[Problem requirements] Search the data below for the string "Northwest". Extract every line that contains it.

[Saved entries]
++++
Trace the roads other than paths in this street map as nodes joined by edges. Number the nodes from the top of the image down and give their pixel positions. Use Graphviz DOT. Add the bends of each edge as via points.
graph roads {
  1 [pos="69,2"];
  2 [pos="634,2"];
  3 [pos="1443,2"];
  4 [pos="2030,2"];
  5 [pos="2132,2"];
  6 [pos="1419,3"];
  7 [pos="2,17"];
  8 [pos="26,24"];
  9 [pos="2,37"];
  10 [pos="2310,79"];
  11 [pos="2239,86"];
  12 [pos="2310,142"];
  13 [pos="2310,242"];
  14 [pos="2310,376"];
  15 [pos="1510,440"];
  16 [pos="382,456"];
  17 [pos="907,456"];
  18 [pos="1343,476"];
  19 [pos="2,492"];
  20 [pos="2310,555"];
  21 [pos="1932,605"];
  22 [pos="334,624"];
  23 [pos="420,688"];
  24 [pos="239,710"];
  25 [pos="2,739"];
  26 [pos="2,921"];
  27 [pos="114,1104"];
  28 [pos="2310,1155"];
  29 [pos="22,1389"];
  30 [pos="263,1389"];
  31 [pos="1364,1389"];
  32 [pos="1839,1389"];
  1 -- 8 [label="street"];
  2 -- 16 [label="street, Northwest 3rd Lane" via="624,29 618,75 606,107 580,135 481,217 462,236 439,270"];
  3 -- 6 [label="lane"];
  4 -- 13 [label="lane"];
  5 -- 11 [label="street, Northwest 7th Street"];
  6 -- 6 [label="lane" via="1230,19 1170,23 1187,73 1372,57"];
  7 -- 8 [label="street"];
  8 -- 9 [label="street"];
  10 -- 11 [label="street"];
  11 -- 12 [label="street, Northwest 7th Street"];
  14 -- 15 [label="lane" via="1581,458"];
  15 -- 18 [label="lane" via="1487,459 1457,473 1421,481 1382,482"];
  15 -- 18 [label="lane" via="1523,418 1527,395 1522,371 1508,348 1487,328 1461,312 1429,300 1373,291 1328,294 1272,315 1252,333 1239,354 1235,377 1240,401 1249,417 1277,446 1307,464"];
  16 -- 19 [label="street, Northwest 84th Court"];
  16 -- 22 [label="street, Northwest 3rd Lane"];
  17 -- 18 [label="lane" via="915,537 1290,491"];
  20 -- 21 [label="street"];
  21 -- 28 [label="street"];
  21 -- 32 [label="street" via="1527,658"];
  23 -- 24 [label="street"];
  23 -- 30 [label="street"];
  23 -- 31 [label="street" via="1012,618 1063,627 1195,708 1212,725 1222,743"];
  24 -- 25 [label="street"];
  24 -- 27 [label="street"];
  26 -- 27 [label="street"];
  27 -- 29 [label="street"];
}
++++
[Task answer]
  2 -- 16 [label="street, Northwest 3rd Lane" via="624,29 618,75 606,107 580,135 481,217 462,236 439,270"];
  5 -- 11 [label="street, Northwest 7th Street"];
  11 -- 12 [label="street, Northwest 7th Street"];
  16 -- 19 [label="street, Northwest 84th Court"];
  16 -- 22 [label="street, Northwest 3rd Lane"];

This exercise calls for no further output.